Qualcomm and China’s CXMT prepare new DRAM for smartphones amid memory shortage
Qualcomm appears to be entering a new segment, developing DRAM for smartphones together with China’s CXMT. The reason is pragmatic: the boom in neural…
AI-processed from CNews AI; edited by Hamidun News
Qualcomm is likely working with Chinese CXMT on new DRAM memory for smartphones. If the partnership is confirmed, it would be a rare case of American and Chinese manufacturers collaborating around a scarce component despite the prolonged trade war between the two countries.
Why This Is Unusual
For Qualcomm, such a move seems atypical in itself. The company is known primarily for mobile processors and cellular modems, not its own memory. If it truly participates in DRAM development, this suggests an attempt to take greater control of a critical element of the smartphone platform.
When a single player influences both the computing part of a device and its memory, it becomes easier for them to plan supplies, configure component compatibility, and reduce dependence on external suppliers.
The format of a potential alliance is equally unusual. The trade and technological confrontation between the USA and China has been ongoing for eight years, so news of joint work by companies from the two countries is always perceived as an exception.
But the semiconductor market has long been driven by the logic of supply chains rather than flags. If memory shortage starts hindering smartphone sales, business seeks solutions where there are production capacities, engineering expertise, and a chance to quickly close the gap.
Where the Memory Shortage Comes From
The reason for interest in the new project is pragmatic: smartphone memory is in short supply, and this shortage is directly linked to the AI boom. The higher the demand for artificial intelligence solutions, the more the entire memory industry shifts toward the most profitable and urgent orders.
For smartphone manufacturers, this means fiercer competition for components, the risk of rising purchase prices, and less predictability in supplies at a time when devices themselves are becoming increasingly dependent on local AI functions.
- rising prices for mobile memory
- shifting volumes to more profitable segments
- delivery delays for smartphone manufacturers
- increasing dependence on a limited number of suppliers
Against this backdrop, the idea of dedicated DRAM specifically for smartphones seems logical.
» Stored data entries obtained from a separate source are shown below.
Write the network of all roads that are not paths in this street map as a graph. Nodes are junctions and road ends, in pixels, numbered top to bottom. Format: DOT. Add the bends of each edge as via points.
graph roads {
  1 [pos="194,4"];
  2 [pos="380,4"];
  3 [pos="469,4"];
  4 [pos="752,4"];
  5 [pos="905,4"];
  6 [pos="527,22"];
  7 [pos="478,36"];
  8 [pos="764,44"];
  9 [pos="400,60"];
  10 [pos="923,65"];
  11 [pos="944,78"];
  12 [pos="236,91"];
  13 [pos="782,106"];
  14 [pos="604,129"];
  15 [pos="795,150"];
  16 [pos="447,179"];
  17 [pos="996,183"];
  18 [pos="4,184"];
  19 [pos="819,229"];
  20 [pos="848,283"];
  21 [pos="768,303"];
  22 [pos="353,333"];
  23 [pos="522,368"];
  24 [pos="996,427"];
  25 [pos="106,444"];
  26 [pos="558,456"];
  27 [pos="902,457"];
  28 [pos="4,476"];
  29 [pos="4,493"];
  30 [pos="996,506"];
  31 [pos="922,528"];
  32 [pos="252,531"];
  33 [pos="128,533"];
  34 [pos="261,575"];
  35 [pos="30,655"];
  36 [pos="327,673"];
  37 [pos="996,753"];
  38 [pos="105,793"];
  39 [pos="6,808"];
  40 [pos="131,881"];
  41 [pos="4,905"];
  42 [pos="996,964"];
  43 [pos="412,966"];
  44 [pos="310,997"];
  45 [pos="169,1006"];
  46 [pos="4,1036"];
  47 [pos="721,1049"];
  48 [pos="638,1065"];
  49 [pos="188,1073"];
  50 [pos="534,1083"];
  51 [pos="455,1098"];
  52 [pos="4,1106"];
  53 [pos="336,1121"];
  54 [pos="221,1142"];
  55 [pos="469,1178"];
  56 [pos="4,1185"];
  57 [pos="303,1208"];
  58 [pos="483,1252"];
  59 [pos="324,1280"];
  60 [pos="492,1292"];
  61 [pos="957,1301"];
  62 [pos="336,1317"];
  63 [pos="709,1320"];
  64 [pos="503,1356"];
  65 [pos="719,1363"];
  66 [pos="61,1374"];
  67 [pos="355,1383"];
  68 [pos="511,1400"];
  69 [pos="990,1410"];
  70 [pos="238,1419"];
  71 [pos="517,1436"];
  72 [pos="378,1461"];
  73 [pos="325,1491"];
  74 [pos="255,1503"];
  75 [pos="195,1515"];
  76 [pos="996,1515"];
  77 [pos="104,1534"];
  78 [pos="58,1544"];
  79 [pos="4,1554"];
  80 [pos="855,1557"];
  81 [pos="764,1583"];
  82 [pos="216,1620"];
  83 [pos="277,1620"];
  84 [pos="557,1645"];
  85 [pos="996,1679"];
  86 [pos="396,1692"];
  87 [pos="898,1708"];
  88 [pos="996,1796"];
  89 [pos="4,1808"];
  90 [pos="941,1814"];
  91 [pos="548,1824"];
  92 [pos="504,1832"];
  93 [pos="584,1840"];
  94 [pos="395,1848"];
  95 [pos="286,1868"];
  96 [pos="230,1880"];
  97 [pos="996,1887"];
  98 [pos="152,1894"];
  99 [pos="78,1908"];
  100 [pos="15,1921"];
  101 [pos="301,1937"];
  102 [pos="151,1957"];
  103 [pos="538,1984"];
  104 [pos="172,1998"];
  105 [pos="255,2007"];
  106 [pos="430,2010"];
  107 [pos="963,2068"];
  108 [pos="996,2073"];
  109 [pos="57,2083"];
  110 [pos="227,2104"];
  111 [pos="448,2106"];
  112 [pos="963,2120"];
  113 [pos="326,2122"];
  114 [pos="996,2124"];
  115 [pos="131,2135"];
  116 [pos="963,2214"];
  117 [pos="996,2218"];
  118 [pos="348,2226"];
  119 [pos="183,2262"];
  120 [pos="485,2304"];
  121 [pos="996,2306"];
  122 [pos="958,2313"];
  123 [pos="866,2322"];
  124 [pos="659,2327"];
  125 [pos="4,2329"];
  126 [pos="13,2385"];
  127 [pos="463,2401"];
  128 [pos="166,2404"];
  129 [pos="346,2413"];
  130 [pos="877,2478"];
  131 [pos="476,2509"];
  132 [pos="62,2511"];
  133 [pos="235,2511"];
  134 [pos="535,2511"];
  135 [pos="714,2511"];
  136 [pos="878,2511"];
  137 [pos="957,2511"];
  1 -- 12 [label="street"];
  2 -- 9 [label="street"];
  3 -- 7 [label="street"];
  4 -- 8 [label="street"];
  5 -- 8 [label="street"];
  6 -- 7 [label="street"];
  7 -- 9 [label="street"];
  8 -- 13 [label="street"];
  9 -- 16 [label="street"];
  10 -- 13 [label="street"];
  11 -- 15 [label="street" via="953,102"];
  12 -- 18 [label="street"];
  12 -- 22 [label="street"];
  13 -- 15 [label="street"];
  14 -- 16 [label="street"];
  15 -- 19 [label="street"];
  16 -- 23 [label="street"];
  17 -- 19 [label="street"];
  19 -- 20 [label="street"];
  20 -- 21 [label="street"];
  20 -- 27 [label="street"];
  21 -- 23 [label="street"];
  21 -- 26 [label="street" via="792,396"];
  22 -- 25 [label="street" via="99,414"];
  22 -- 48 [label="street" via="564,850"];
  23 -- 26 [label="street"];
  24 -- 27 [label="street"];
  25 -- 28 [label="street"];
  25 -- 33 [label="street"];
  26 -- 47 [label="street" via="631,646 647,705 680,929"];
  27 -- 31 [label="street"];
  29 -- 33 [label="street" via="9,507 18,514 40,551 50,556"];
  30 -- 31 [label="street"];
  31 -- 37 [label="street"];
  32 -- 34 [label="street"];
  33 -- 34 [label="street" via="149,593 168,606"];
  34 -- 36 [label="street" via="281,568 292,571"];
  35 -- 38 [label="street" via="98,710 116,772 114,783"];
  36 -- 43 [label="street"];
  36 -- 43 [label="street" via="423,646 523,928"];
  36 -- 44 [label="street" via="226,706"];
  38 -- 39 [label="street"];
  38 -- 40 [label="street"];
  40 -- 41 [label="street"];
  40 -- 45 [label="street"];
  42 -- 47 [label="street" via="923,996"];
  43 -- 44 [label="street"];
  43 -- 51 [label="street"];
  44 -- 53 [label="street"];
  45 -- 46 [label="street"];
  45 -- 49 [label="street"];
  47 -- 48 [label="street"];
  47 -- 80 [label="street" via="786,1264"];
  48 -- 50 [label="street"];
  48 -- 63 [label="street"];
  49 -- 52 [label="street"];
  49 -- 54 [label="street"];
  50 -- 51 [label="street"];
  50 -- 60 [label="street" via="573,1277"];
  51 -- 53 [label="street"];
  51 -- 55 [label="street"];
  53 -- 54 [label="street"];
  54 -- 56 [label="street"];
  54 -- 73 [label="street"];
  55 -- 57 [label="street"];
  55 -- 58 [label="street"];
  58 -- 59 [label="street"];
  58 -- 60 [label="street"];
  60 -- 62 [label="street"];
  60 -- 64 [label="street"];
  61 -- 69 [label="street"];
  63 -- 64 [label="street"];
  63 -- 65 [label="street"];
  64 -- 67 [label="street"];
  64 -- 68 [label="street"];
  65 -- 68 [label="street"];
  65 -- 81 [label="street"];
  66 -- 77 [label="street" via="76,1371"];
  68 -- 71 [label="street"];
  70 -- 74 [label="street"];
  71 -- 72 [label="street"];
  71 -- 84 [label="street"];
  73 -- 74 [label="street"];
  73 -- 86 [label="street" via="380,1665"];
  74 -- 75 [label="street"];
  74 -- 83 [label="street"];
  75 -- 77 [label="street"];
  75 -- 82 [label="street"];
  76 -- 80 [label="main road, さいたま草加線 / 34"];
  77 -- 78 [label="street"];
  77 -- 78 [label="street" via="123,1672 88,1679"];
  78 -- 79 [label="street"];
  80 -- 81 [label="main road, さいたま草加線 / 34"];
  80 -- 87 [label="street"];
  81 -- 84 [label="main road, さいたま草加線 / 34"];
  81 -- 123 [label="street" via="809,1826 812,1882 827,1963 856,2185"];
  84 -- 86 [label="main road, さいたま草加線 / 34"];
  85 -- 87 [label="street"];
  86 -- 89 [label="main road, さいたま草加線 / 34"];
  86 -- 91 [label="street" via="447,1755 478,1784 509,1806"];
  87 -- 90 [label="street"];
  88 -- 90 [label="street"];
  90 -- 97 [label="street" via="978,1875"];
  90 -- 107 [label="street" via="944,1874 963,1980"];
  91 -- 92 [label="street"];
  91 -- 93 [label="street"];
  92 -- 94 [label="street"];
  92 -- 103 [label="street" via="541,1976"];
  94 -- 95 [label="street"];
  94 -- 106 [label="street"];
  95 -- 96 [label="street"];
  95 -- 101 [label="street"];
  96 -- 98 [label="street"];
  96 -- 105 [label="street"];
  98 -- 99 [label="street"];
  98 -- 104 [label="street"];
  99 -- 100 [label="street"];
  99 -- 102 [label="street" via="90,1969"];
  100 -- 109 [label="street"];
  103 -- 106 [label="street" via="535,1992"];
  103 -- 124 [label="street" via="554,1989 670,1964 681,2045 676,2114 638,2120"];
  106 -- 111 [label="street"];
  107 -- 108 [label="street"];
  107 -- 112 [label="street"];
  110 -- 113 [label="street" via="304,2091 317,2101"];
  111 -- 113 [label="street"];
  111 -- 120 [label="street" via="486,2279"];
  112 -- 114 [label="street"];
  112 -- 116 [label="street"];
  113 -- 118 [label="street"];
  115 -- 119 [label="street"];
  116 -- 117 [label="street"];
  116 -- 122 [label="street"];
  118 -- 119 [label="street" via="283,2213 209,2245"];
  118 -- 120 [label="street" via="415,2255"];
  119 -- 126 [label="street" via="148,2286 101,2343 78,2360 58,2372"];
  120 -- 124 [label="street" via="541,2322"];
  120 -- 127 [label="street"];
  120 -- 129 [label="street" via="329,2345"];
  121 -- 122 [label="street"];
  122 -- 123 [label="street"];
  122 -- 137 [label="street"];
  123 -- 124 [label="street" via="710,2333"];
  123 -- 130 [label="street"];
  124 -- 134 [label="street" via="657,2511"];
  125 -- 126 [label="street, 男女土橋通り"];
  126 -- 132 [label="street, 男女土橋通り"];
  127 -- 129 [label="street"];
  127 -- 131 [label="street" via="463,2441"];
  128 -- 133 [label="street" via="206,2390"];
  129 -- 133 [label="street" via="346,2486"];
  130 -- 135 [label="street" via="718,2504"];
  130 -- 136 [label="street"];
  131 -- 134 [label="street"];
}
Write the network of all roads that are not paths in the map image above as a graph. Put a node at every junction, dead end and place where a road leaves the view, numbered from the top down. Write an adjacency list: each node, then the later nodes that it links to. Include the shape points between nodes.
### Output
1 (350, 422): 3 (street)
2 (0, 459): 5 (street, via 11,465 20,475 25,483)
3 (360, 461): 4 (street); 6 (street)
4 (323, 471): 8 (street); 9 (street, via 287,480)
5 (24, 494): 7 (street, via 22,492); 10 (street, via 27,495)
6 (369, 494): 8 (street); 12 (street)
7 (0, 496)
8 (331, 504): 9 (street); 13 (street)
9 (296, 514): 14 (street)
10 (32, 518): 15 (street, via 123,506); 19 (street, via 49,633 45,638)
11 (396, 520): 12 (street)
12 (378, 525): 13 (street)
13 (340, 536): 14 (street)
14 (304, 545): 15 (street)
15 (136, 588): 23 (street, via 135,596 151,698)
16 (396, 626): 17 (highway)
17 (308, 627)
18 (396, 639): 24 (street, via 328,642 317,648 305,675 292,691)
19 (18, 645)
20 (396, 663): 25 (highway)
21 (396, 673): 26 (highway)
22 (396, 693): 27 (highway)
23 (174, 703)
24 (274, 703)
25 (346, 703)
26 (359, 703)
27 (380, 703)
The mobile market needs not just memory as such, but solutions with a clear balance between performance, power consumption, cost, and production scale. If Qualcomm and CXMT truly develop a product specifically for this segment, they are attempting not only to find an open niche but also to offer phone manufacturers a more predictable source of a key component during a period when traditional procurement schemes are beginning to fail.
What the Companies Gain
For Qualcomm, such a project offers several benefits at once. First, the company can move beyond its traditional role as a supplier of processors and modems. Second, participation in memory development provides greater influence over the architecture of future smartphones, especially as the number of AI tasks on devices grows. Third, it is a way to better protect itself from shortages on the partners' side and not wait for other market participants to stabilize the situation.
For CXMT, a potential alliance with a major American developer is equally important. It is an opportunity to establish itself in a more prominent international project and demonstrate that its capacities and competencies are of interest beyond the Chinese market alone. However, such a scheme remains vulnerable: any new round of restrictions, export controls, or political pressure could complicate both development and subsequent scaling.
That is why the story looks not like a gesture of reconciliation, but as forced industrial cooperation around a scarce resource.
What This Means
If the project reaches a real product, the market will receive an important signal: the memory shortage for the AI era is already so serious that companies are willing to reconsider old roles and political barriers for the sake of supplies. For the smartphone industry, this could be the beginning of a new race for control over memory, not just processors.